If the ship is going too quickly, collision with the space caltrops would have varying effects, from badly damaging armor, damaging propulsion systems, or, if the enemy ship is going quickly enough, complete obliteration.

If ship capture is needed, filling the space with a large amount of 'friction caltrops' to induce massive instant deceleration enough to kill or disable everyone on board without doing much damage to the ship or its cargo.

 

Result

The presence of space caltrops as a weapon would limit the highest safe speed possible, as their small size and profile makes sensors unable to detect them in time to decelerate safely if the ship is going too quickly.

Also, higher speeds mean giving more advantages to would-be ambushers, due to needing more time to slow down, allowing ambushers more time to plot.

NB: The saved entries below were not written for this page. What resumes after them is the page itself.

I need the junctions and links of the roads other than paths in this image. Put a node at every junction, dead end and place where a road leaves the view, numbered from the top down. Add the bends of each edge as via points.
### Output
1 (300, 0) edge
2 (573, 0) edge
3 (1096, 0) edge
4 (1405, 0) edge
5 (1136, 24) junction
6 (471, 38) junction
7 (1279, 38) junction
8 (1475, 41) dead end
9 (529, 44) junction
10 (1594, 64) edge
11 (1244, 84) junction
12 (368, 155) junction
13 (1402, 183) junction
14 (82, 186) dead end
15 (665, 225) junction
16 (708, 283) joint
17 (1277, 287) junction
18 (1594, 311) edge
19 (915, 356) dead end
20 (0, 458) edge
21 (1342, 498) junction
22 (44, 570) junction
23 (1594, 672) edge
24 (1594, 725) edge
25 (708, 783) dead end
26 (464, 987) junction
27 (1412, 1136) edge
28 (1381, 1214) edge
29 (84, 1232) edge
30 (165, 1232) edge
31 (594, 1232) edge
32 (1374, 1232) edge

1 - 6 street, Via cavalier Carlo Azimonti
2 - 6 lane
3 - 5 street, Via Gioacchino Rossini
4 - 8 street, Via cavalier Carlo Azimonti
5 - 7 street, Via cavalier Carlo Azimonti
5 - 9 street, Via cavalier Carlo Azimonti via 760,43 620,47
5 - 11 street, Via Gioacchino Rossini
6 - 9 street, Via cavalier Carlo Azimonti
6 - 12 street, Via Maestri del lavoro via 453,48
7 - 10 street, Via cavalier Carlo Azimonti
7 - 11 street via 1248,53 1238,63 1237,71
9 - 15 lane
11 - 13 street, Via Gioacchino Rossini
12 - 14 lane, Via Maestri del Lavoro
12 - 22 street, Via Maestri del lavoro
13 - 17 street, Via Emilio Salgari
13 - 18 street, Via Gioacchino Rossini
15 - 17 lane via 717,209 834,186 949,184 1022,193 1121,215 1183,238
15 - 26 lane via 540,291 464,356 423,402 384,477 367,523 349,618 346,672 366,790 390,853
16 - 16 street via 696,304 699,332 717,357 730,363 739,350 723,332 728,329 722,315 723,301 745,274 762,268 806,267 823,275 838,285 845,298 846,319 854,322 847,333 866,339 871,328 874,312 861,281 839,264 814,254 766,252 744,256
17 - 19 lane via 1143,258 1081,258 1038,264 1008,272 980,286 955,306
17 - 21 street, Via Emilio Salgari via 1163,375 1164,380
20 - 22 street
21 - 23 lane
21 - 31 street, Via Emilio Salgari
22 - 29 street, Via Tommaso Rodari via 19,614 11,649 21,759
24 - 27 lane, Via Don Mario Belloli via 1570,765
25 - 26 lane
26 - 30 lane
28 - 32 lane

Following this train of thought, even if a ship is going quickly, if they detect an enemy ship in the vicinity, it is most likely the traveling ship would have to slow down or risk getting shredded by caltrops.

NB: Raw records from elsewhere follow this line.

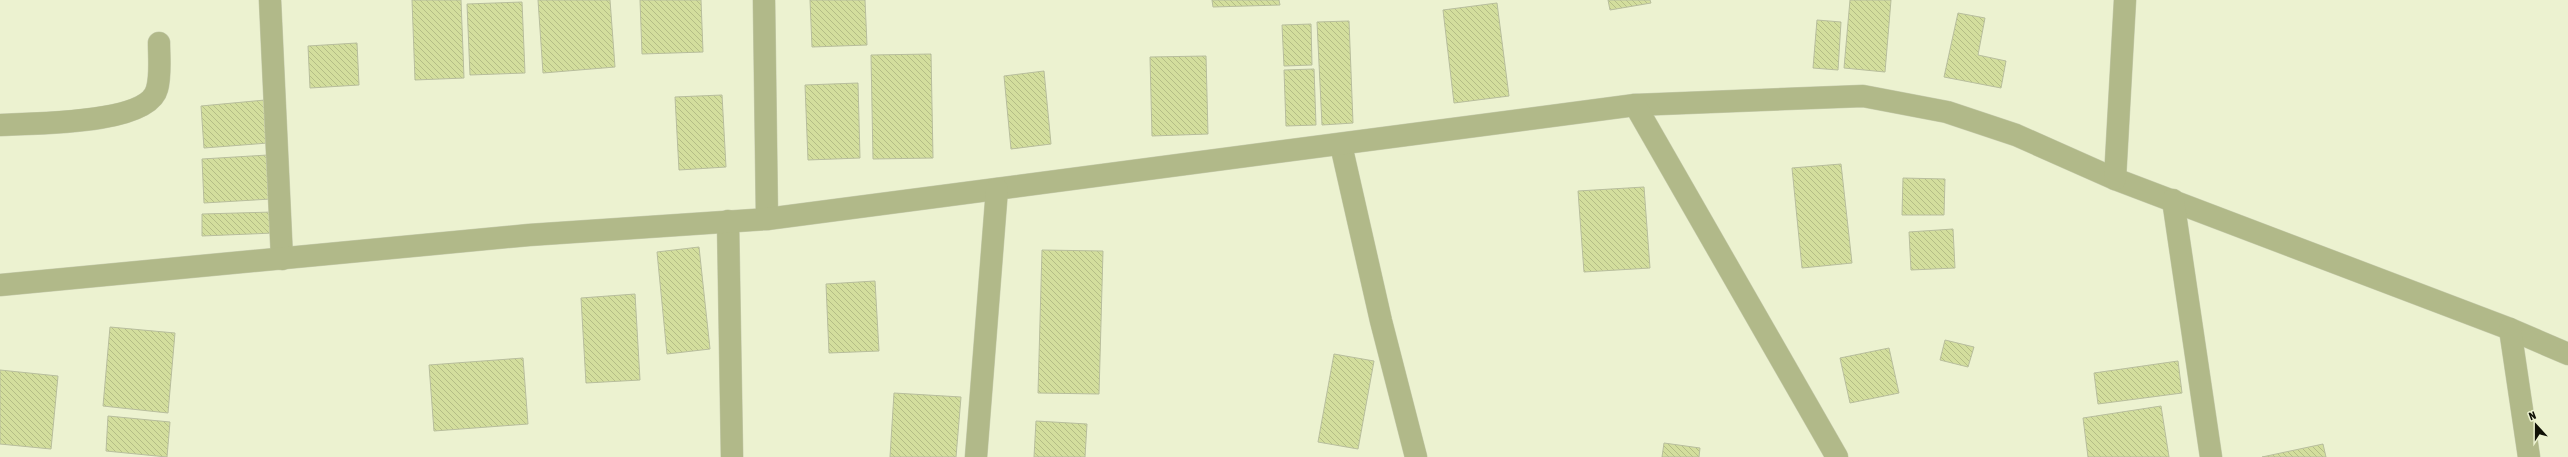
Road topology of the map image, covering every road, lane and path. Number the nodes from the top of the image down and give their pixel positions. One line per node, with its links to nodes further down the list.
1 (270, 0): 13 (street)
2 (764, 0): 11 (street)
3 (2125, 0): 8 (street)
4 (159, 43): 6 (street)
5 (1635, 105): 7 (street); 8 (street); 20 (street)
6 (0, 125)
7 (1342, 145): 9 (street); 19 (street)
8 (2115, 179): 10 (street)
9 (996, 189): 11 (street); 18 (street)
10 (2173, 200): 15 (street); 21 (street)
11 (767, 219): 12 (street)
12 (728, 221): 13 (street); 17 (street)
13 (282, 258): 14 (street)
14 (0, 285)
15 (2510, 329): 16 (street); 22 (street)
16 (2568, 354)
17 (732, 457)
18 (976, 457)
19 (1416, 457)
20 (1837, 457)
21 (2211, 457)
22 (2529, 457)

The mere existence of pre-mediated weapons like space caltrops would slow down ships overall, allowing more time for pirate ships to reach a similar velocity as their target, and engage in ballistics combat.

The existence of such techniques for ambush would mean, that except for desperate cases, such as escaping pursuit, most ships would travel at a comparatively slower speed through uncharted/unsafe space.

Answer 10

Use hyperspace

Hyperspace is used for FTL in lots of SF and so is familiar. But you can use it to force space ships to engage each other at comparable speeds. I will call it weird space since hyperspace is associated with FTL.

Weird space will be used for ships traveling faster than a given speed. Space is dangerous at speed, with chips of rock and space dust packing a mighty punch. Not to mention radiation. For trips at high speed, spaceships enter weird space. In this bubble of weird space they do not interact with matter or radiation in the vicinity and are affected only by gravity. Ships in hyperspace do not need to worry about objects in their paths. They can be detected by purpose built detectors but are otherwise invisible. As it happens, dark matter resides in weird space but that is for a different chapter.

The outside world is likewise invisible to a ship in hyperspace. They must calculate their position using time, charts and trajectories.

Ships pop out of weird space at slow speeds. They cannot go right back in if their find themselves in a nest of pirates - it takes time.

Weird space lets your players travel large distances unmolested but forces them to interact with local environments at reasonable speeds. Good for game mechanics and internally logical.